In-use product stocks link manufactured capital to natural capital

Proc Natl Acad Sci U S A. 2015 May 19;112(20):6265-70. doi: 10.1073/pnas.1406866112. Epub 2015 Mar 2.

Abstract

In-use stock of a product is the amount of the product in active use. In-use product stocks provide various functions or services on which we rely in our daily work and lives, and the concept of in-use product stock for industrial ecologists is similar to the concept of net manufactured capital stock for economists. This study estimates historical physical in-use stocks of 91 products and 9 product groups and uses monetary data on net capital stocks of 56 products to either approximate or compare with in-use stocks of the corresponding products in the United States. Findings include the following: (i) The development of new products and the buildup of their in-use stocks result in the increase in variety of in-use product stocks and of manufactured capital; (ii) substitution among products providing similar or identical functions reflects the improvement in quality of in-use product stocks and of manufactured capital; and (iii) the historical evolution of stocks of the 156 products or product groups in absolute, per capita, or per-household terms shows that stocks of most products have reached or are approaching an upper limit.
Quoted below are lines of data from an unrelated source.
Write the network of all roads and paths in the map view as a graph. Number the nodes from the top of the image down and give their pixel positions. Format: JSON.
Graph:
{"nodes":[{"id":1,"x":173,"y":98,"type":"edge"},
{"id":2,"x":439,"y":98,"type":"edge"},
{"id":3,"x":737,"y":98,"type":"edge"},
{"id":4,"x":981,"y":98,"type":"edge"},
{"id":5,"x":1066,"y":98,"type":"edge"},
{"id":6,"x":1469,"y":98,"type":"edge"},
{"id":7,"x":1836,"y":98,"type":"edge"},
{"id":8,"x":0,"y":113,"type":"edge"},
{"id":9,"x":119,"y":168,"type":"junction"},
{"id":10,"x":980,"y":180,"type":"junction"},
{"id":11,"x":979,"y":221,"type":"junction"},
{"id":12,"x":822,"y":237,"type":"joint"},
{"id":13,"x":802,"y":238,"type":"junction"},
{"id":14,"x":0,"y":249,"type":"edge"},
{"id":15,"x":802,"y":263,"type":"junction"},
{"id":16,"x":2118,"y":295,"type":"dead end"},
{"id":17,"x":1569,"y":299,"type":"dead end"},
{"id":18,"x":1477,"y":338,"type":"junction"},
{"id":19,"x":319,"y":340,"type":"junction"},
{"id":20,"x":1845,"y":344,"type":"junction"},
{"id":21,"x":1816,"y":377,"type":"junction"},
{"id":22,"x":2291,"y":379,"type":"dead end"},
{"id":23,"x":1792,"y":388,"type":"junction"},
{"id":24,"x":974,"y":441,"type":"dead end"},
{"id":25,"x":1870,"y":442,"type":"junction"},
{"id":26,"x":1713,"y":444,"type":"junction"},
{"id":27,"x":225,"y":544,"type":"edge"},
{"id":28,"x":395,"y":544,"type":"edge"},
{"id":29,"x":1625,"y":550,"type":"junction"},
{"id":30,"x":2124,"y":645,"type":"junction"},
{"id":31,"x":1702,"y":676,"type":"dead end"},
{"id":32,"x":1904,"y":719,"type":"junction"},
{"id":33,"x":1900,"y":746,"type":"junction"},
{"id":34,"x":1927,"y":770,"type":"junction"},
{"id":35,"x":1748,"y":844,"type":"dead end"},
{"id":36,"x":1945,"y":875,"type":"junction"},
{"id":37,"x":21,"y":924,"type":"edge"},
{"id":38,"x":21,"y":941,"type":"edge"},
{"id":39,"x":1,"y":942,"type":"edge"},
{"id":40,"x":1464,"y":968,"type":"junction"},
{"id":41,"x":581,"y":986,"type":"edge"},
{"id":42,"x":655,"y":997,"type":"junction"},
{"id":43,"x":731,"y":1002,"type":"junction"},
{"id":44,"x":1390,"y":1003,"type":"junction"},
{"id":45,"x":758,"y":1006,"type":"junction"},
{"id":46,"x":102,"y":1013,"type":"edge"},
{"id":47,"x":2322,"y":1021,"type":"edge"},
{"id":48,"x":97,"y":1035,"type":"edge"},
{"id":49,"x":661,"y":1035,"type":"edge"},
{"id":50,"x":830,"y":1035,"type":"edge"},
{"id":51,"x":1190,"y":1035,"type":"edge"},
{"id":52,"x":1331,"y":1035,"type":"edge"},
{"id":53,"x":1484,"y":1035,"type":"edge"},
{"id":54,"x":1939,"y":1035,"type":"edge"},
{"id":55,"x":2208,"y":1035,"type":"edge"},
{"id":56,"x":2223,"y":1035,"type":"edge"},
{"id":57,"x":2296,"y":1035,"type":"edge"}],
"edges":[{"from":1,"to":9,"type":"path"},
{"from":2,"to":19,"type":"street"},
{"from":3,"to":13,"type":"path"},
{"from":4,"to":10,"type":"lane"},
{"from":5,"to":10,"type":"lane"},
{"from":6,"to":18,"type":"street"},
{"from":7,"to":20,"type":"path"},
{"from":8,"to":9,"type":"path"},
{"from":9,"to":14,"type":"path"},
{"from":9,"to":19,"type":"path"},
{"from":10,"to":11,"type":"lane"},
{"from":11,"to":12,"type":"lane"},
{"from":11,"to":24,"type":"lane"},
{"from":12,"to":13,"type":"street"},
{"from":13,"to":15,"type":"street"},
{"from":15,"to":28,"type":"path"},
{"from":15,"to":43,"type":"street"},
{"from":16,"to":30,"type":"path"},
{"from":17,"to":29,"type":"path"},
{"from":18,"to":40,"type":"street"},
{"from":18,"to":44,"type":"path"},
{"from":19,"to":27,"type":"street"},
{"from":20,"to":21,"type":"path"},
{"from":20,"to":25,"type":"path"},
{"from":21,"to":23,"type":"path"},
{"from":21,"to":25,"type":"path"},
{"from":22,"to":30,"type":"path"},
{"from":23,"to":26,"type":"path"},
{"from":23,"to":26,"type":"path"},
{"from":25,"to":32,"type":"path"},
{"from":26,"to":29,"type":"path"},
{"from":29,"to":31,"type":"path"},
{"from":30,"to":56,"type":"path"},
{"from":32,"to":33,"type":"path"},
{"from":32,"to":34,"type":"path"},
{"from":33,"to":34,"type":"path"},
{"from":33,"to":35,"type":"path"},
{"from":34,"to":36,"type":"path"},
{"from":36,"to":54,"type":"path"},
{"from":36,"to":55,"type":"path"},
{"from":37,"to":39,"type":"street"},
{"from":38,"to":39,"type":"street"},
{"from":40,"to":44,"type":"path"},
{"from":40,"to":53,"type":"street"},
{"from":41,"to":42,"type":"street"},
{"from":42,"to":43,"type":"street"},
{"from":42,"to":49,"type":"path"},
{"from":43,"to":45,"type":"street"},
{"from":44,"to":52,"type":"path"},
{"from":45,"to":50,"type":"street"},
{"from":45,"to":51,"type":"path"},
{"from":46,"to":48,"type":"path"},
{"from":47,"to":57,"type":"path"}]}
Because the buildup, renewal, renovation, maintenance, and operation of in-use product stocks drive the anthropogenic cycles of materials that are used to produce products and that originate from natural capital, the determination of in-use product stocks together with modeling of anthropogenic material cycles provides an analytic perspective on the material linkage between manufactured capital and natural capital.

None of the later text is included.